• WORK INSTRUCTIONS
When every entry has been read, print each one back exactly.

══ DATA FOR THE TASK ══

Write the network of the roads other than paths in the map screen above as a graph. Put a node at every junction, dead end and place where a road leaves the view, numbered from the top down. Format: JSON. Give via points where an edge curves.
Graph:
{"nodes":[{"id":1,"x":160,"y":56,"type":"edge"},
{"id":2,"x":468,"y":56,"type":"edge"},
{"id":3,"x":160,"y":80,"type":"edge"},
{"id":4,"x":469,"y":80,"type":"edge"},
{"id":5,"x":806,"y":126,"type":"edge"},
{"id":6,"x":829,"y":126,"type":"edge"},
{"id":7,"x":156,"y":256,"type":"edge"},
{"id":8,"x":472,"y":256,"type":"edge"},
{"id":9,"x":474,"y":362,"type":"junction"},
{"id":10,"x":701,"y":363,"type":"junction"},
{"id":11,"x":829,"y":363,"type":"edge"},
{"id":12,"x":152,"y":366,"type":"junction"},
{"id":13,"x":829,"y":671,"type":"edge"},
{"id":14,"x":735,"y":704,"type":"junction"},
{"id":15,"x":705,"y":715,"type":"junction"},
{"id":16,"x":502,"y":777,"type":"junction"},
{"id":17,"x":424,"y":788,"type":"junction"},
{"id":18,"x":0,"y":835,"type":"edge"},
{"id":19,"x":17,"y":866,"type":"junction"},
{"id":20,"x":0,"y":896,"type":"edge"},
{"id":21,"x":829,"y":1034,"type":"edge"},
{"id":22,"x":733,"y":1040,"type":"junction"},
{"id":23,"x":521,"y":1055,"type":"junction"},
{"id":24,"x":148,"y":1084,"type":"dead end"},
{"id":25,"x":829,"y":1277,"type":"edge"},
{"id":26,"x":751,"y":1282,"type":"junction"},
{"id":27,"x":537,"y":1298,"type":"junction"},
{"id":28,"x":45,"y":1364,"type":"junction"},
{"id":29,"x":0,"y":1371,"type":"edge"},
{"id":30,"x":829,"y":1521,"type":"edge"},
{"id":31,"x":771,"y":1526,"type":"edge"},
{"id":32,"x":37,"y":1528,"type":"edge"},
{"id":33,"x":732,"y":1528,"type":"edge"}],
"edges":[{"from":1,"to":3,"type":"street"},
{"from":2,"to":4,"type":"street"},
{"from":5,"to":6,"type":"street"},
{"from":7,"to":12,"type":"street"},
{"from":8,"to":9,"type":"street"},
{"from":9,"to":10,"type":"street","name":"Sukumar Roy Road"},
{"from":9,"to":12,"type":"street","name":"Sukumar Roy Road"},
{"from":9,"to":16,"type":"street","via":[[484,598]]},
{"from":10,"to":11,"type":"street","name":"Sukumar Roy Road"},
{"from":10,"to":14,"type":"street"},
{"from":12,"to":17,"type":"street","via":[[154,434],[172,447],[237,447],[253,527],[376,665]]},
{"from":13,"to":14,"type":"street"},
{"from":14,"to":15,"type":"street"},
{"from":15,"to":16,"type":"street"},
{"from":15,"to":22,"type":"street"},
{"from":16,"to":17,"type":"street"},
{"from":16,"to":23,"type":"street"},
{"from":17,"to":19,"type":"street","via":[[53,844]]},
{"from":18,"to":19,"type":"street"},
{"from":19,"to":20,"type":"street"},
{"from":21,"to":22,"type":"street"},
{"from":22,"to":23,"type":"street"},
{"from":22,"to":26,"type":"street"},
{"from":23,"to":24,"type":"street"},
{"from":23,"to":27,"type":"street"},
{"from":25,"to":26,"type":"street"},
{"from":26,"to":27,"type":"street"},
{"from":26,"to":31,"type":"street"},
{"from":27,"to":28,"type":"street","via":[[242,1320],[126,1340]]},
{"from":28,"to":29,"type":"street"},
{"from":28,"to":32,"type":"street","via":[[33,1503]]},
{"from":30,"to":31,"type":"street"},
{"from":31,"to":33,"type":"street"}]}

═══

• EXERCISE ANSWER
Write the network of the roads other than paths in the map screen above as a graph. Put a node at every junction, dead end and place where a road leaves the view, numbered from the top down. Format: JSON. Give via points where an edge curves.
Graph:
{"nodes":[{"id":1,"x":160,"y":56,"type":"edge"},
{"id":2,"x":468,"y":56,"type":"edge"},
{"id":3,"x":160,"y":80,"type":"edge"},
{"id":4,"x":469,"y":80,"type":"edge"},
{"id":5,"x":806,"y":126,"type":"edge"},
{"id":6,"x":829,"y":126,"type":"edge"},
{"id":7,"x":156,"y":256,"type":"edge"},
{"id":8,"x":472,"y":256,"type":"edge"},
{"id":9,"x":474,"y":362,"type":"junction"},
{"id":10,"x":701,"y":363,"type":"junction"},
{"id":11,"x":829,"y":363,"type":"edge"},
{"id":12,"x":152,"y":366,"type":"junction"},
{"id":13,"x":829,"y":671,"type":"edge"},
{"id":14,"x":735,"y":704,"type":"junction"},
{"id":15,"x":705,"y":715,"type":"junction"},
{"id":16,"x":502,"y":777,"type":"junction"},
{"id":17,"x":424,"y":788,"type":"junction"},
{"id":18,"x":0,"y":835,"type":"edge"},
{"id":19,"x":17,"y":866,"type":"junction"},
{"id":20,"x":0,"y":896,"type":"edge"},
{"id":21,"x":829,"y":1034,"type":"edge"},
{"id":22,"x":733,"y":1040,"type":"junction"},
{"id":23,"x":521,"y":1055,"type":"junction"},
{"id":24,"x":148,"y":1084,"type":"dead end"},
{"id":25,"x":829,"y":1277,"type":"edge"},
{"id":26,"x":751,"y":1282,"type":"junction"},
{"id":27,"x":537,"y":1298,"type":"junction"},
{"id":28,"x":45,"y":1364,"type":"junction"},
{"id":29,"x":0,"y":1371,"type":"edge"},
{"id":30,"x":829,"y":1521,"type":"edge"},
{"id":31,"x":771,"y":1526,"type":"edge"},
{"id":32,"x":37,"y":1528,"type":"edge"},
{"id":33,"x":732,"y":1528,"type":"edge"}],
"edges":[{"from":1,"to":3,"type":"street"},
{"from":2,"to":4,"type":"street"},
{"from":5,"to":6,"type":"street"},
{"from":7,"to":12,"type":"street"},
{"from":8,"to":9,"type":"street"},
{"from":9,"to":10,"type":"street","name":"Sukumar Roy Road"},
{"from":9,"to":12,"type":"street","name":"Sukumar Roy Road"},
{"from":9,"to":16,"type":"street","via":[[484,598]]},
{"from":10,"to":11,"type":"street","name":"Sukumar Roy Road"},
{"from":10,"to":14,"type":"street"},
{"from":12,"to":17,"type":"street","via":[[154,434],[172,447],[237,447],[253,527],[376,665]]},
{"from":13,"to":14,"type":"street"},
{"from":14,"to":15,"type":"street"},
{"from":15,"to":16,"type":"street"},
{"from":15,"to":22,"type":"street"},
{"from":16,"to":17,"type":"street"},
{"from":16,"to":23,"type":"street"},
{"from":17,"to":19,"type":"street","via":[[53,844]]},
{"from":18,"to":19,"type":"street"},
{"from":19,"to":20,"type":"street"},
{"from":21,"to":22,"type":"street"},
{"from":22,"to":23,"type":"street"},
{"from":22,"to":26,"type":"street"},
{"from":23,"to":24,"type":"street"},
{"from":23,"to":27,"type":"street"},
{"from":25,"to":26,"type":"street"},
{"from":26,"to":27,"type":"street"},
{"from":26,"to":31,"type":"street"},
{"from":27,"to":28,"type":"street","via":[[242,1320],[126,1340]]},
{"from":28,"to":29,"type":"street"},
{"from":28,"to":32,"type":"street","via":[[33,1503]]},
{"from":30,"to":31,"type":"street"},
{"from":31,"to":33,"type":"street"}]}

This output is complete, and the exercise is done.